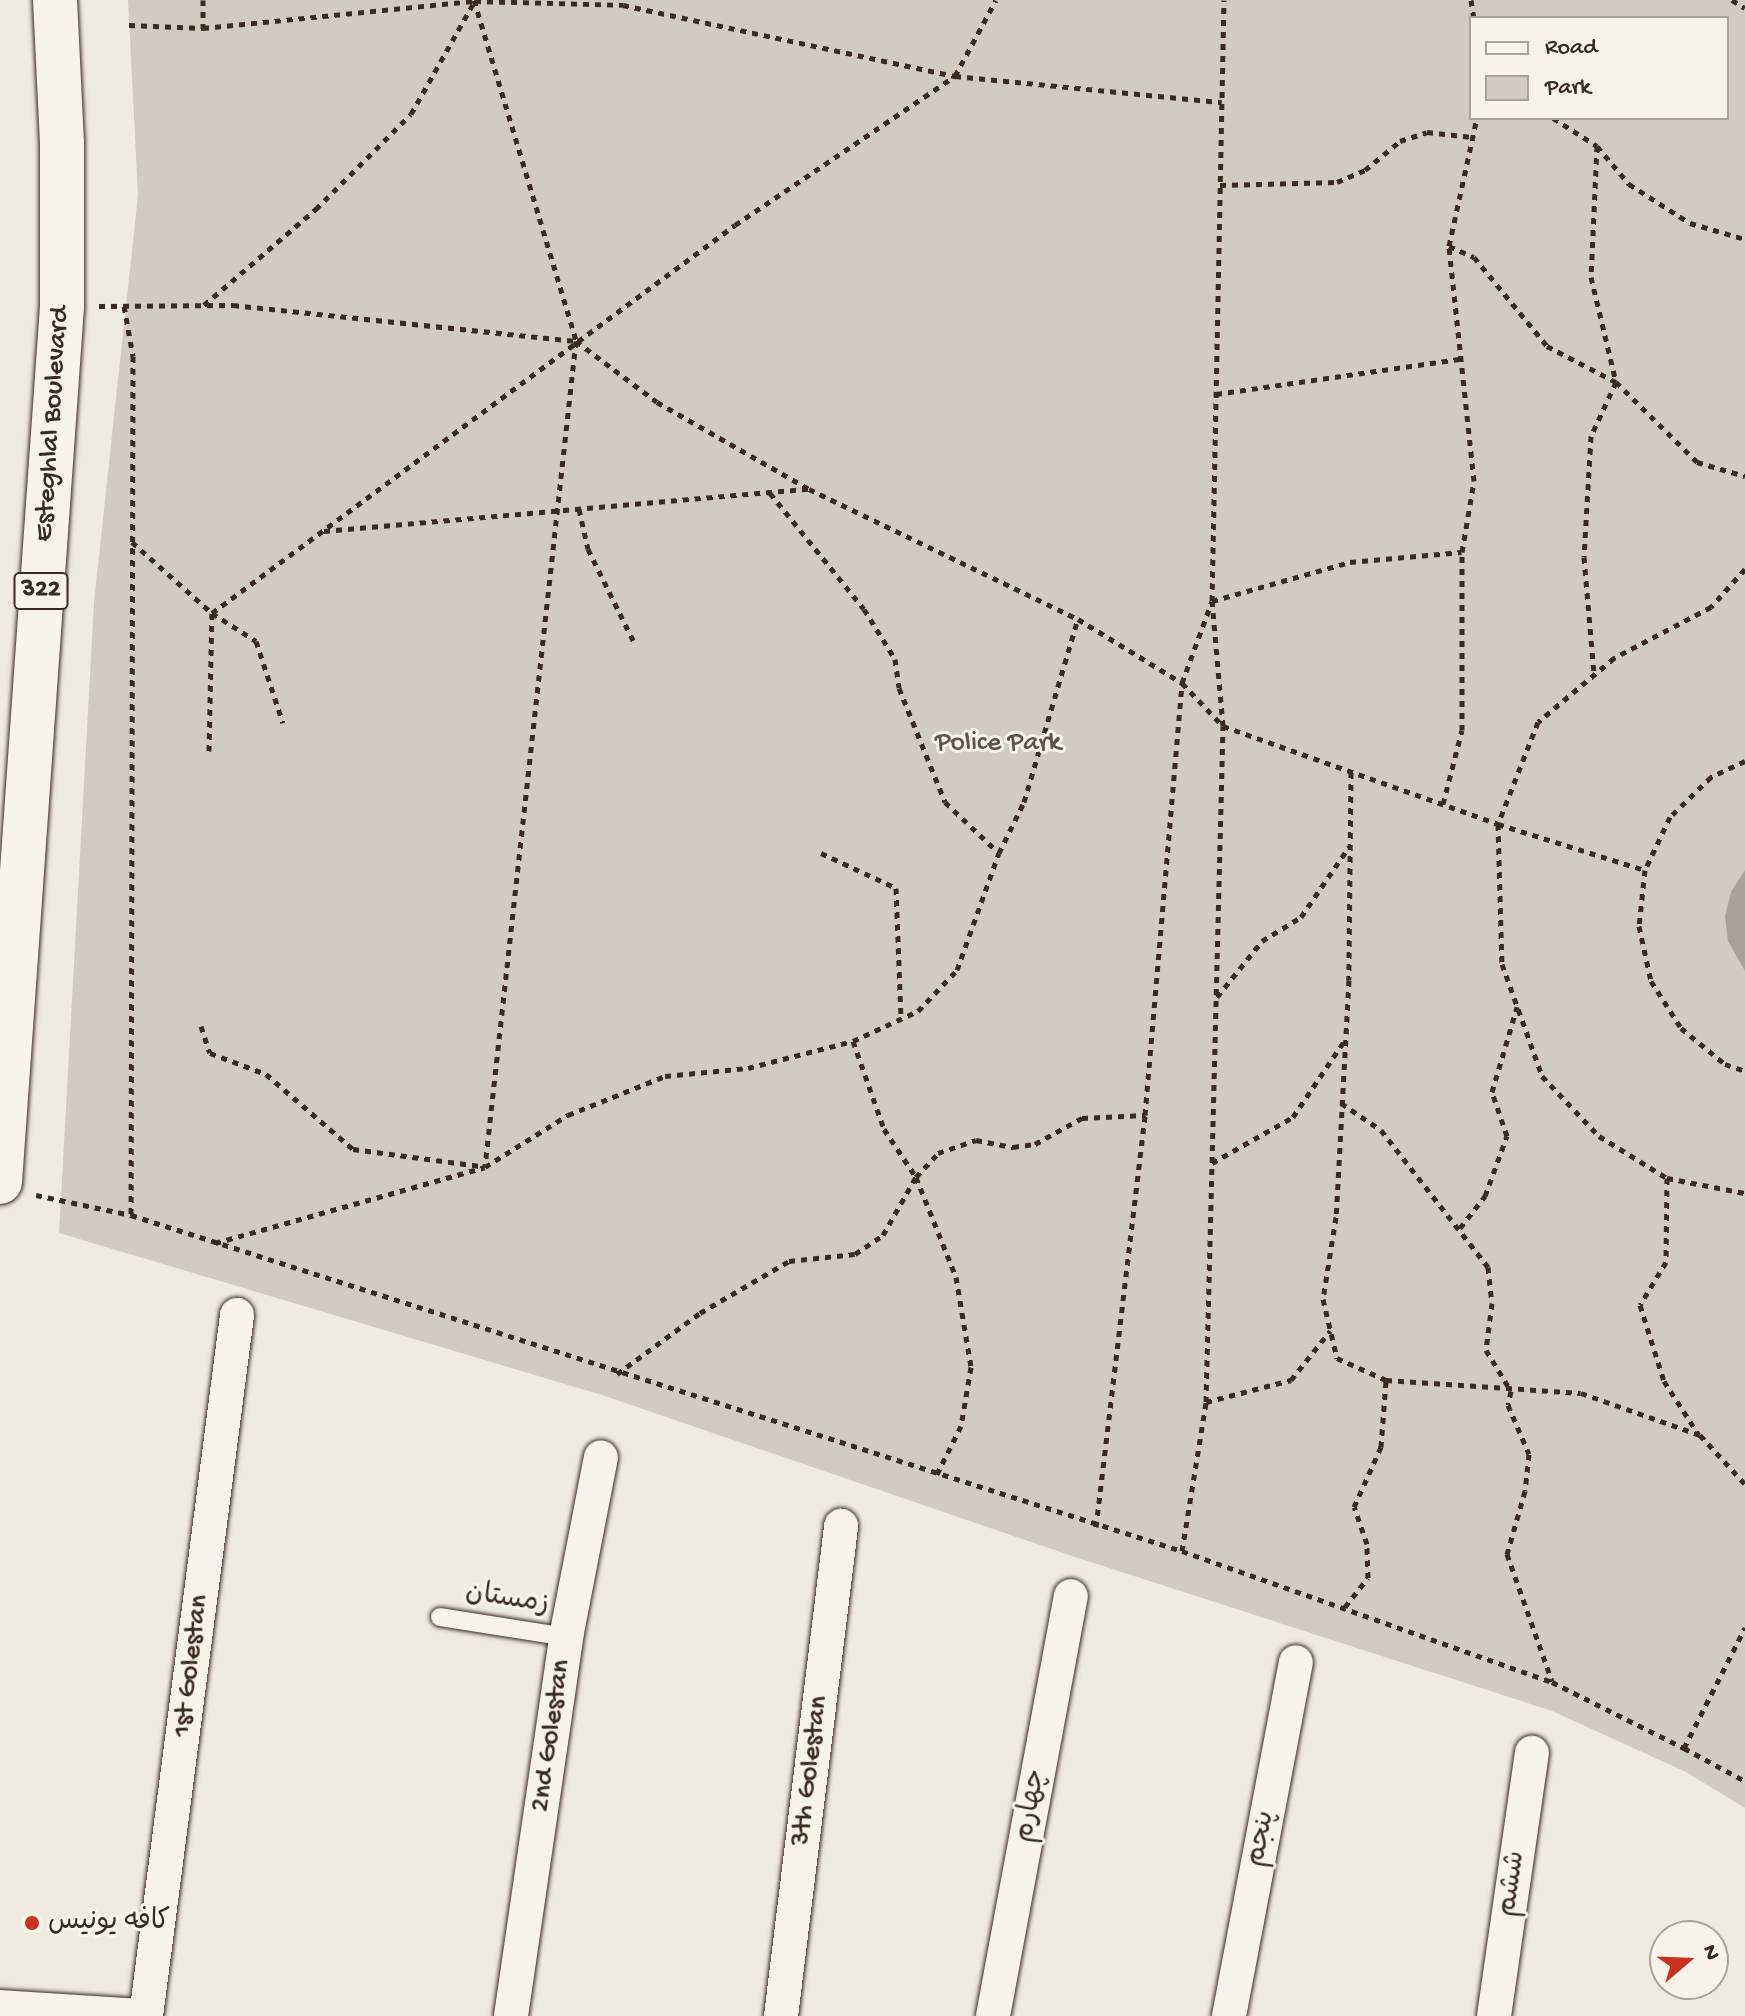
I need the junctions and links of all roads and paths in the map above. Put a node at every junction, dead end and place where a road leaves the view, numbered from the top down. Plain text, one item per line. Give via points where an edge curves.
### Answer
1 (55, 0) edge
2 (203, 0) edge
3 (996, 0) edge
4 (1224, 0) edge
5 (1732, 0) edge
6 (474, 1) edge
7 (1745, 8) edge
8 (129, 25) dead end
9 (203, 28) junction
10 (955, 76) junction
11 (1222, 102) junction
12 (1476, 120) edge
13 (1556, 120) edge
14 (1472, 137) junction
15 (1597, 146) junction
16 (1220, 185) junction
17 (1745, 239) edge
18 (1449, 246) junction
19 (204, 305) junction
20 (124, 306) junction
21 (62, 307) junction
22 (576, 341) junction
23 (1459, 359) junction
24 (1616, 382) junction
25 (1216, 394) junction
26 (1745, 476) edge
27 (809, 489) junction
28 (769, 492) junction
29 (579, 509) junction
30 (560, 511) junction
31 (321, 532) junction
32 (132, 542) junction
33 (1462, 552) junction
34 (1745, 569) edge
35 (1212, 601) junction
36 (212, 613) junction
37 (1078, 619) junction
38 (635, 644) dead end
39 (1594, 675) junction
40 (1182, 683) junction
41 (283, 723) dead end
42 (1223, 726) junction
43 (209, 751) dead end
44 (1745, 761) edge
45 (1351, 772) junction
46 (1443, 804) junction
47 (1498, 824) junction
48 (1350, 846) junction
49 (821, 853) dead end
50 (999, 853) junction
51 (1645, 870) junction
52 (1216, 999) junction
53 (1517, 1006) junction
54 (901, 1019) junction
55 (201, 1026) dead end
56 (1345, 1040) junction
57 (853, 1041) junction
58 (1745, 1071) edge
59 (1341, 1103) junction
60 (1145, 1115) junction
61 (1212, 1163) junction
62 (485, 1167) junction
63 (916, 1177) junction
64 (1667, 1178) junction
65 (14, 1188) edge
66 (1745, 1193) edge
67 (131, 1215) junction
68 (1460, 1228) junction
69 (213, 1243) junction
70 (237, 1315) dead end
71 (1331, 1330) junction
72 (617, 1374) junction
73 (1386, 1380) junction
74 (1511, 1391) junction
75 (1206, 1402) junction
76 (1700, 1435) junction
77 (601, 1457) dead end
78 (937, 1474) junction
79 (1745, 1484) edge
80 (841, 1526) dead end
81 (1096, 1527) junction
82 (1182, 1551) junction
83 (1071, 1596) dead end
84 (1345, 1607) junction
85 (440, 1617) dead end
86 (1745, 1628) edge
87 (566, 1637) junction
88 (1296, 1662) dead end
89 (1552, 1682) junction
90 (1684, 1748) junction
91 (1532, 1753) dead end
92 (1745, 1781) edge
93 (0, 2007) edge
94 (139, 2016) edge
95 (146, 2016) edge
96 (511, 2016) edge
97 (781, 2016) edge
98 (993, 2016) edge
99 (1229, 2016) edge
100 (1494, 2016) edge

1 - 21 main road, Esteghlal Boulevard / 322
2 - 9 path
3 - 10 path
4 - 11 path
5 - 7 path
6 - 9 path
6 - 10 path via 623,5
6 - 19 path via 411,114 316,209
6 - 22 path
8 - 9 path
10 - 11 path
10 - 22 path
11 - 16 path
12 - 14 path
13 - 15 path
14 - 16 path via 1427,132 1400,141 1365,170 1337,182
14 - 18 path
15 - 17 path via 1629,184 1690,223
15 - 24 path via 1591,277
16 - 25 path
18 - 23 path
18 - 24 path via 1474,257 1547,346
19 - 20 path
19 - 22 path
20 - 21 path
20 - 32 path via 133,356
21 - 65 main road, Esteghlal Boulevard / 322
22 - 27 path via 657,402
22 - 30 path
22 - 31 path
23 - 25 path
23 - 33 path via 1474,481
24 - 26 path via 1697,462
24 - 39 path via 1591,436 1584,557
25 - 35 path
27 - 28 path
27 - 37 path
28 - 29 path
28 - 50 path via 864,609 895,659 899,688 945,802
29 - 30 path
29 - 38 path via 588,549
30 - 31 path
30 - 62 path
31 - 36 path
32 - 36 path
32 - 67 path
33 - 35 path via 1350,562
33 - 46 path via 1462,730
34 - 39 path via 1711,607 1614,658
35 - 40 path
35 - 42 path
36 - 41 path via 256,641
36 - 43 path
37 - 40 path
37 - 50 path via 1024,802
39 - 47 path via 1538,722
40 - 42 path
40 - 60 path
42 - 45 path
42 - 52 path
44 - 51 path via 1711,777 1670,817
45 - 46 path
45 - 48 path
46 - 47 path
47 - 51 path
47 - 53 path via 1502,964
48 - 52 path via 1301,917 1262,941
48 - 56 path
49 - 54 path via 896,888
50 - 54 path via 957,970 918,1011
51 - 58 path via 1639,926 1651,981 1681,1028 1725,1064
52 - 61 path
53 - 64 path via 1542,1076 1599,1136
53 - 68 path via 1492,1092 1507,1136 1485,1196
54 - 57 path
55 - 62 path via 210,1053 266,1074 353,1149
56 - 59 path
56 - 61 path via 1293,1117
57 - 62 path via 748,1068 665,1076 568,1115
57 - 63 path via 884,1129
59 - 68 path via 1381,1130
59 - 71 path via 1336,1217 1323,1299
60 - 63 path via 1082,1118 1035,1144 1013,1147 976,1140 938,1153
60 - 81 path
61 - 75 path
62 - 69 path
63 - 72 path via 883,1235 855,1254 789,1261 700,1313
63 - 78 path via 956,1277 971,1367 961,1426
64 - 66 path
64 - 76 path via 1666,1262 1640,1305 1664,1381
65 - 67 path
67 - 69 path
68 - 74 path via 1488,1267 1492,1303 1486,1350
69 - 72 path
70 - 95 street, 1st Golestan
71 - 73 path via 1337,1358
71 - 75 path via 1291,1380
72 - 78 path
73 - 74 path
73 - 84 path via 1381,1447 1354,1507 1367,1544 1368,1578
74 - 76 path via 1581,1393
74 - 89 path via 1508,1405 1529,1454 1507,1554
75 - 82 path
76 - 79 path
77 - 87 street, 2nd Golestan
78 - 81 path
80 - 97 street, 3th Golestan
81 - 82 path
82 - 84 path
83 - 98 street, چهارم
84 - 89 path
85 - 87 lane, زمستان
86 - 90 path
87 - 96 street, 2nd Golestan
88 - 99 street, پنجم
89 - 90 path
90 - 92 path
91 - 100 street, ششم
93 - 94 street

## [Work to be completed]
If an entry holds a picture, skip the picture and print the rest of the data exactly.

## [Exercise output]
I need the junctions and links of all roads and paths in the map above. Put a node at every junction, dead end and place where a road leaves the view, numbered from the top down. Plain text, one item per line. Give via points where an edge curves.
### Answer
1 (55, 0) edge
2 (203, 0) edge
3 (996, 0) edge
4 (1224, 0) edge
5 (1732, 0) edge
6 (474, 1) edge
7 (1745, 8) edge
8 (129, 25) dead end
9 (203, 28) junction
10 (955, 76) junction
11 (1222, 102) junction
12 (1476, 120) edge
13 (1556, 120) edge
14 (1472, 137) junction
15 (1597, 146) junction
16 (1220, 185) junction
17 (1745, 239) edge
18 (1449, 246) junction
19 (204, 305) junction
20 (124, 306) junction
21 (62, 307) junction
22 (576, 341) junction
23 (1459, 359) junction
24 (1616, 382) junction
25 (1216, 394) junction
26 (1745, 476) edge
27 (809, 489) junction
28 (769, 492) junction
29 (579, 509) junction
30 (560, 511) junction
31 (321, 532) junction
32 (132, 542) junction
33 (1462, 552) junction
34 (1745, 569) edge
35 (1212, 601) junction
36 (212, 613) junction
37 (1078, 619) junction
38 (635, 644) dead end
39 (1594, 675) junction
40 (1182, 683) junction
41 (283, 723) dead end
42 (1223, 726) junction
43 (209, 751) dead end
44 (1745, 761) edge
45 (1351, 772) junction
46 (1443, 804) junction
47 (1498, 824) junction
48 (1350, 846) junction
49 (821, 853) dead end
50 (999, 853) junction
51 (1645, 870) junction
52 (1216, 999) junction
53 (1517, 1006) junction
54 (901, 1019) junction
55 (201, 1026) dead end
56 (1345, 1040) junction
57 (853, 1041) junction
58 (1745, 1071) edge
59 (1341, 1103) junction
60 (1145, 1115) junction
61 (1212, 1163) junction
62 (485, 1167) junction
63 (916, 1177) junction
64 (1667, 1178) junction
65 (14, 1188) edge
66 (1745, 1193) edge
67 (131, 1215) junction
68 (1460, 1228) junction
69 (213, 1243) junction
70 (237, 1315) dead end
71 (1331, 1330) junction
72 (617, 1374) junction
73 (1386, 1380) junction
74 (1511, 1391) junction
75 (1206, 1402) junction
76 (1700, 1435) junction
77 (601, 1457) dead end
78 (937, 1474) junction
79 (1745, 1484) edge
80 (841, 1526) dead end
81 (1096, 1527) junction
82 (1182, 1551) junction
83 (1071, 1596) dead end
84 (1345, 1607) junction
85 (440, 1617) dead end
86 (1745, 1628) edge
87 (566, 1637) junction
88 (1296, 1662) dead end
89 (1552, 1682) junction
90 (1684, 1748) junction
91 (1532, 1753) dead end
92 (1745, 1781) edge
93 (0, 2007) edge
94 (139, 2016) edge
95 (146, 2016) edge
96 (511, 2016) edge
97 (781, 2016) edge
98 (993, 2016) edge
99 (1229, 2016) edge
100 (1494, 2016) edge

1 - 21 main road, Esteghlal Boulevard / 322
2 - 9 path
3 - 10 path
4 - 11 path
5 - 7 path
6 - 9 path
6 - 10 path via 623,5
6 - 19 path via 411,114 316,209
6 - 22 path
8 - 9 path
10 - 11 path
10 - 22 path
11 - 16 path
12 - 14 path
13 - 15 path
14 - 16 path via 1427,132 1400,141 1365,170 1337,182
14 - 18 path
15 - 17 path via 1629,184 1690,223
15 - 24 path via 1591,277
16 - 25 path
18 - 23 path
18 - 24 path via 1474,257 1547,346
19 - 20 path
19 - 22 path
20 - 21 path
20 - 32 path via 133,356
21 - 65 main road, Esteghlal Boulevard / 322
22 - 27 path via 657,402
22 - 30 path
22 - 31 path
23 - 25 path
23 - 33 path via 1474,481
24 - 26 path via 1697,462
24 - 39 path via 1591,436 1584,557
25 - 35 path
27 - 28 path
27 - 37 path
28 - 29 path
28 - 50 path via 864,609 895,659 899,688 945,802
29 - 30 path
29 - 38 path via 588,549
30 - 31 path
30 - 62 path
31 - 36 path
32 - 36 path
32 - 67 path
33 - 35 path via 1350,562
33 - 46 path via 1462,730
34 - 39 path via 1711,607 1614,658
35 - 40 path
35 - 42 path
36 - 41 path via 256,641
36 - 43 path
37 - 40 path
37 - 50 path via 1024,802
39 - 47 path via 1538,722
40 - 42 path
40 - 60 path
42 - 45 path
42 - 52 path
44 - 51 path via 1711,777 1670,817
45 - 46 path
45 - 48 path
46 - 47 path
47 - 51 path
47 - 53 path via 1502,964
48 - 52 path via 1301,917 1262,941
48 - 56 path
49 - 54 path via 896,888
50 - 54 path via 957,970 918,1011
51 - 58 path via 1639,926 1651,981 1681,1028 1725,1064
52 - 61 path
53 - 64 path via 1542,1076 1599,1136
53 - 68 path via 1492,1092 1507,1136 1485,1196
54 - 57 path
55 - 62 path via 210,1053 266,1074 353,1149
56 - 59 path
56 - 61 path via 1293,1117
57 - 62 path via 748,1068 665,1076 568,1115
57 - 63 path via 884,1129
59 - 68 path via 1381,1130
59 - 71 path via 1336,1217 1323,1299
60 - 63 path via 1082,1118 1035,1144 1013,1147 976,1140 938,1153
60 - 81 path
61 - 75 path
62 - 69 path
63 - 72 path via 883,1235 855,1254 789,1261 700,1313
63 - 78 path via 956,1277 971,1367 961,1426
64 - 66 path
64 - 76 path via 1666,1262 1640,1305 1664,1381
65 - 67 path
67 - 69 path
68 - 74 path via 1488,1267 1492,1303 1486,1350
69 - 72 path
70 - 95 street, 1st Golestan
71 - 73 path via 1337,1358
71 - 75 path via 1291,1380
72 - 78 path
73 - 74 path
73 - 84 path via 1381,1447 1354,1507 1367,1544 1368,1578
74 - 76 path via 1581,1393
74 - 89 path via 1508,1405 1529,1454 1507,1554
75 - 82 path
76 - 79 path
77 - 87 street, 2nd Golestan
78 - 81 path
80 - 97 street, 3th Golestan
81 - 82 path
82 - 84 path
83 - 98 street, چهارم
84 - 89 path
85 - 87 lane, زمستان
86 - 90 path
87 - 96 street, 2nd Golestan
88 - 99 street, پنجم
89 - 90 path
90 - 92 path
91 - 100 street, ششم
93 - 94 street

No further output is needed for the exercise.